* WORK TO BE COMPLETED
Copy the entries below exactly; any picture among them should be left out.

* RECORDS SUPPLIED
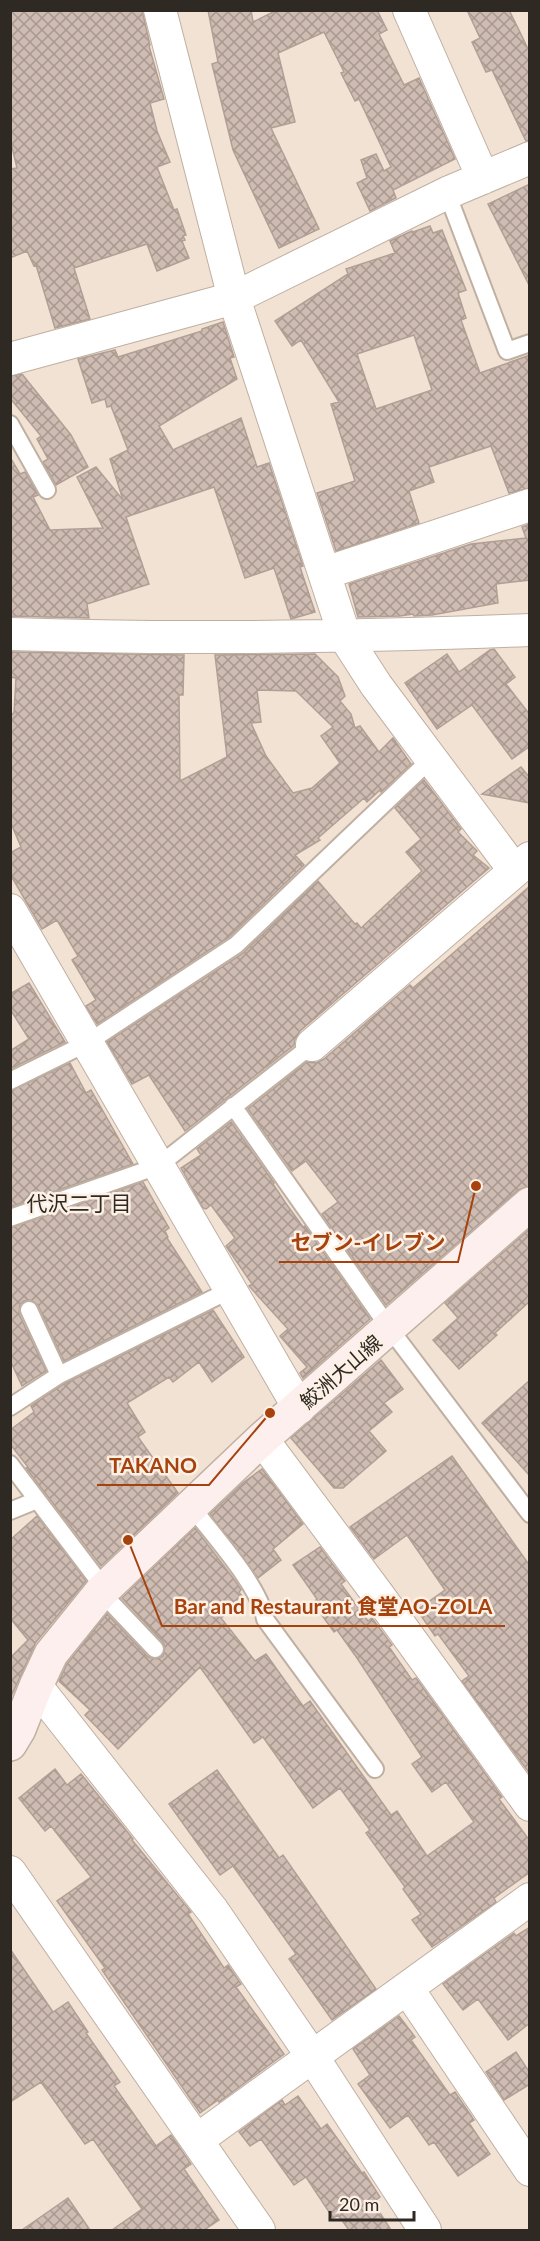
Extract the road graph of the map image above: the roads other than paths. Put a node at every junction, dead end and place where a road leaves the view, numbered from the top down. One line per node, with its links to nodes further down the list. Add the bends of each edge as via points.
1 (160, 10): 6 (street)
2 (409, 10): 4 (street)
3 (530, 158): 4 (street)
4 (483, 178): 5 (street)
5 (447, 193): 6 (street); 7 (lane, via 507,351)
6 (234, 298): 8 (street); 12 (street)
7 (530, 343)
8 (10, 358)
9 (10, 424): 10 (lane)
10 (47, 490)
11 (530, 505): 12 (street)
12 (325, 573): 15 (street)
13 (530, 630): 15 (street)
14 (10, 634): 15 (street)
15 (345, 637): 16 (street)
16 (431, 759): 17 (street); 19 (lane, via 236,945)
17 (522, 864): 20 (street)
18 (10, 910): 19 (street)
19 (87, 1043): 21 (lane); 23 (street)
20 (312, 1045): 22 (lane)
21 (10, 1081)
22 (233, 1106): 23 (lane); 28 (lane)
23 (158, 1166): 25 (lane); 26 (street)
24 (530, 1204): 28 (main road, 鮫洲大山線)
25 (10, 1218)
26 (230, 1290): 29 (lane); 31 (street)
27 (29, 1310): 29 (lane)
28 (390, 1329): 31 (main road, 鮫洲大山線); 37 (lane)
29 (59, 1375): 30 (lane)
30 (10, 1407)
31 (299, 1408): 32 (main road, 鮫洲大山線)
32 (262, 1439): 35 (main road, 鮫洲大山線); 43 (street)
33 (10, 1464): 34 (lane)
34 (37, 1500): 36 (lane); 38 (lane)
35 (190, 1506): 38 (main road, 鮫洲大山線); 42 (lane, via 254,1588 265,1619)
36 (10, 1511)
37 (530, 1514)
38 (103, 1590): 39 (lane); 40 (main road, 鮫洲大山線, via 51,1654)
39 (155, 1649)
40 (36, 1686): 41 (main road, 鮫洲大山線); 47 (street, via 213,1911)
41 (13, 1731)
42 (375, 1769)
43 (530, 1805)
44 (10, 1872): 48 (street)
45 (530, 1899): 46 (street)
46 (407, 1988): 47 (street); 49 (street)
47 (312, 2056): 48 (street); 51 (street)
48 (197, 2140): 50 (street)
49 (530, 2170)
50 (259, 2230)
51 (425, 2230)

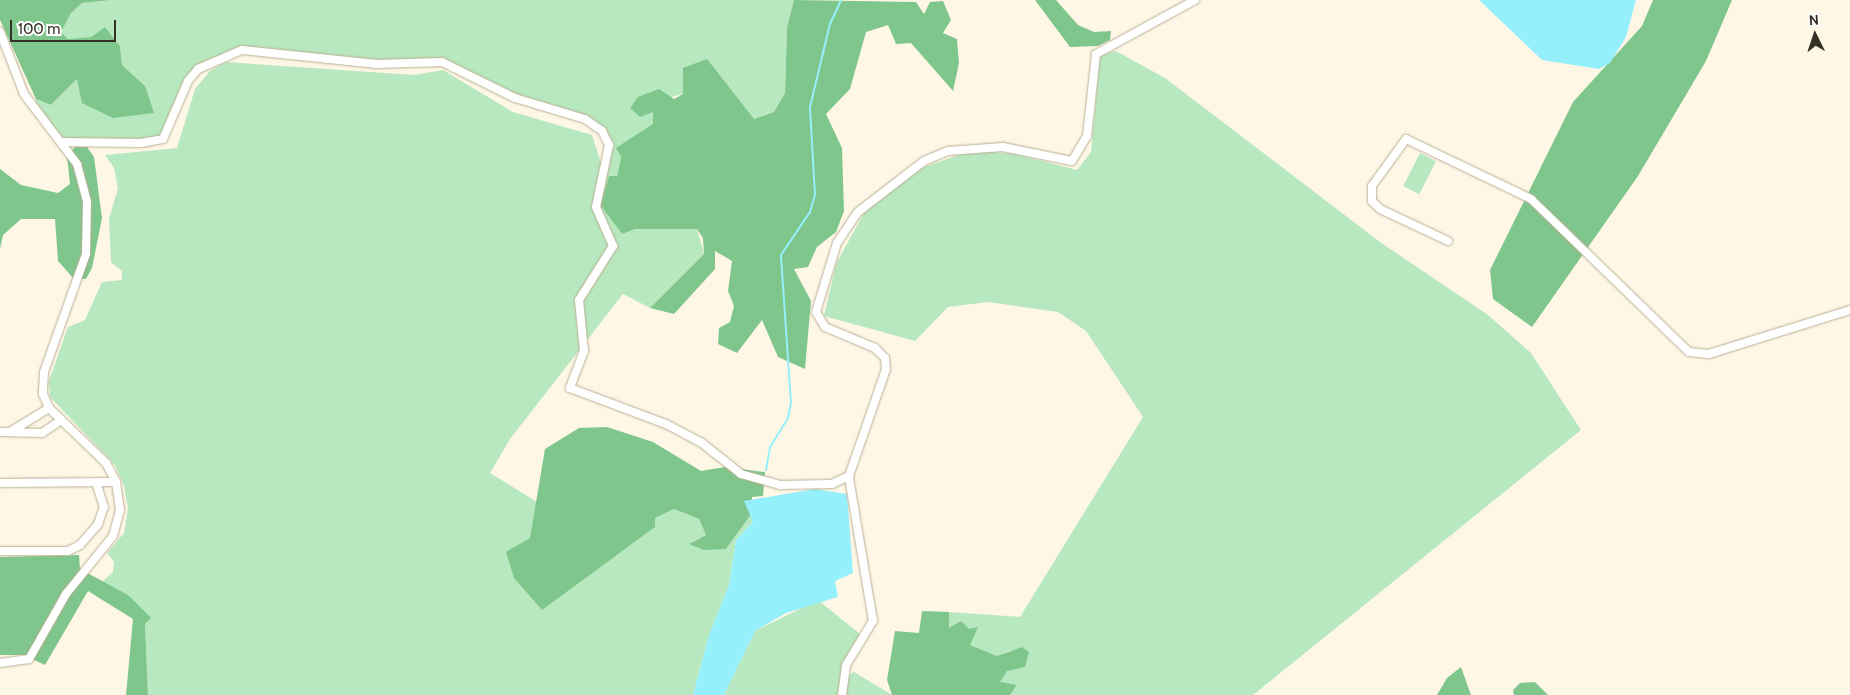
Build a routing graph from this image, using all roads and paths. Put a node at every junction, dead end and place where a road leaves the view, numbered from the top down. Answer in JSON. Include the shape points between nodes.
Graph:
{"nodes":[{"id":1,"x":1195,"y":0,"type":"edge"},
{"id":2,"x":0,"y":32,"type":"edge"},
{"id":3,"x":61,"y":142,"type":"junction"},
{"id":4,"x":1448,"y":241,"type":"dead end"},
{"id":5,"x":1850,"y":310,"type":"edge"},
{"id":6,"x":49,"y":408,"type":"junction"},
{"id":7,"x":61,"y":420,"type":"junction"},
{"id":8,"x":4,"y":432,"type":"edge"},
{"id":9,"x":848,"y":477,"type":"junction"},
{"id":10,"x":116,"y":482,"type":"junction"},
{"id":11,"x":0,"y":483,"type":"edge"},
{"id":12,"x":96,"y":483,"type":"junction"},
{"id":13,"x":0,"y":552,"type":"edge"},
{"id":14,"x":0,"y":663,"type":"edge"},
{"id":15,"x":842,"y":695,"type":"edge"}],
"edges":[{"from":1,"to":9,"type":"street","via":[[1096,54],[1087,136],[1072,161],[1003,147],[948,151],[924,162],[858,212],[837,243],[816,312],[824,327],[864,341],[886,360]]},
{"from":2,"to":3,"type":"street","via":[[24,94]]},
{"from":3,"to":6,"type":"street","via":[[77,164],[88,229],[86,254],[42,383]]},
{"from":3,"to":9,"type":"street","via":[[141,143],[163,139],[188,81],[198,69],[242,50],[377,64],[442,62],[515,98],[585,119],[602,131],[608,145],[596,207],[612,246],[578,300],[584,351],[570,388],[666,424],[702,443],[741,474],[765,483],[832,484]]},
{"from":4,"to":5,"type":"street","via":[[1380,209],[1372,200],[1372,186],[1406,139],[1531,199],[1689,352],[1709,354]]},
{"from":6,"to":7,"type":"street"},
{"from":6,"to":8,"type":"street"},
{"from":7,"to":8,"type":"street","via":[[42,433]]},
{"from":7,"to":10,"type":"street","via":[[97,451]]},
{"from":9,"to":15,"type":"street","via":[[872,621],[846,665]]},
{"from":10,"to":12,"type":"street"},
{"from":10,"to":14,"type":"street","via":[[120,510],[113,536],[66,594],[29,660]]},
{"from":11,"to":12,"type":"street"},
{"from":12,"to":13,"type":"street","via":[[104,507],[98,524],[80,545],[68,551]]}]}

* EXERCISE ANSWER
Extract the road graph of the map image above: the roads other than paths. Put a node at every junction, dead end and place where a road leaves the view, numbered from the top down. One line per node, with its links to nodes further down the list. Add the bends of each edge as via points.
1 (160, 10): 6 (street)
2 (409, 10): 4 (street)
3 (530, 158): 4 (street)
4 (483, 178): 5 (street)
5 (447, 193): 6 (street); 7 (lane, via 507,351)
6 (234, 298): 8 (street); 12 (street)
7 (530, 343)
8 (10, 358)
9 (10, 424): 10 (lane)
10 (47, 490)
11 (530, 505): 12 (street)
12 (325, 573): 15 (street)
13 (530, 630): 15 (street)
14 (10, 634): 15 (street)
15 (345, 637): 16 (street)
16 (431, 759): 17 (street); 19 (lane, via 236,945)
17 (522, 864): 20 (street)
18 (10, 910): 19 (street)
19 (87, 1043): 21 (lane); 23 (street)
20 (312, 1045): 22 (lane)
21 (10, 1081)
22 (233, 1106): 23 (lane); 28 (lane)
23 (158, 1166): 25 (lane); 26 (street)
24 (530, 1204): 28 (main road, 鮫洲大山線)
25 (10, 1218)
26 (230, 1290): 29 (lane); 31 (street)
27 (29, 1310): 29 (lane)
28 (390, 1329): 31 (main road, 鮫洲大山線); 37 (lane)
29 (59, 1375): 30 (lane)
30 (10, 1407)
31 (299, 1408): 32 (main road, 鮫洲大山線)
32 (262, 1439): 35 (main road, 鮫洲大山線); 43 (street)
33 (10, 1464): 34 (lane)
34 (37, 1500): 36 (lane); 38 (lane)
35 (190, 1506): 38 (main road, 鮫洲大山線); 42 (lane, via 254,1588 265,1619)
36 (10, 1511)
37 (530, 1514)
38 (103, 1590): 39 (lane); 40 (main road, 鮫洲大山線, via 51,1654)
39 (155, 1649)
40 (36, 1686): 41 (main road, 鮫洲大山線); 47 (street, via 213,1911)
41 (13, 1731)
42 (375, 1769)
43 (530, 1805)
44 (10, 1872): 48 (street)
45 (530, 1899): 46 (street)
46 (407, 1988): 47 (street); 49 (street)
47 (312, 2056): 48 (street); 51 (street)
48 (197, 2140): 50 (street)
49 (530, 2170)
50 (259, 2230)
51 (425, 2230)

Build a routing graph from this image, using all roads and paths. Put a node at every junction, dead end and place where a road leaves the view, numbered from the top down. Answer in JSON. Include the shape points between nodes.
Graph:
{"nodes":[{"id":1,"x":1195,"y":0,"type":"edge"},
{"id":2,"x":0,"y":32,"type":"edge"},
{"id":3,"x":61,"y":142,"type":"junction"},
{"id":4,"x":1448,"y":241,"type":"dead end"},
{"id":5,"x":1850,"y":310,"type":"edge"},
{"id":6,"x":49,"y":408,"type":"junction"},
{"id":7,"x":61,"y":420,"type":"junction"},
{"id":8,"x":4,"y":432,"type":"edge"},
{"id":9,"x":848,"y":477,"type":"junction"},
{"id":10,"x":116,"y":482,"type":"junction"},
{"id":11,"x":0,"y":483,"type":"edge"},
{"id":12,"x":96,"y":483,"type":"junction"},
{"id":13,"x":0,"y":552,"type":"edge"},
{"id":14,"x":0,"y":663,"type":"edge"},
{"id":15,"x":842,"y":695,"type":"edge"}],
"edges":[{"from":1,"to":9,"type":"street","via":[[1096,54],[1087,136],[1072,161],[1003,147],[948,151],[924,162],[858,212],[837,243],[816,312],[824,327],[864,341],[886,360]]},
{"from":2,"to":3,"type":"street","via":[[24,94]]},
{"from":3,"to":6,"type":"street","via":[[77,164],[88,229],[86,254],[42,383]]},
{"from":3,"to":9,"type":"street","via":[[141,143],[163,139],[188,81],[198,69],[242,50],[377,64],[442,62],[515,98],[585,119],[602,131],[608,145],[596,207],[612,246],[578,300],[584,351],[570,388],[666,424],[702,443],[741,474],[765,483],[832,484]]},
{"from":4,"to":5,"type":"street","via":[[1380,209],[1372,200],[1372,186],[1406,139],[1531,199],[1689,352],[1709,354]]},
{"from":6,"to":7,"type":"street"},
{"from":6,"to":8,"type":"street"},
{"from":7,"to":8,"type":"street","via":[[42,433]]},
{"from":7,"to":10,"type":"street","via":[[97,451]]},
{"from":9,"to":15,"type":"street","via":[[872,621],[846,665]]},
{"from":10,"to":12,"type":"street"},
{"from":10,"to":14,"type":"street","via":[[120,510],[113,536],[66,594],[29,660]]},
{"from":11,"to":12,"type":"street"},
{"from":12,"to":13,"type":"street","via":[[104,507],[98,524],[80,545],[68,551]]}]}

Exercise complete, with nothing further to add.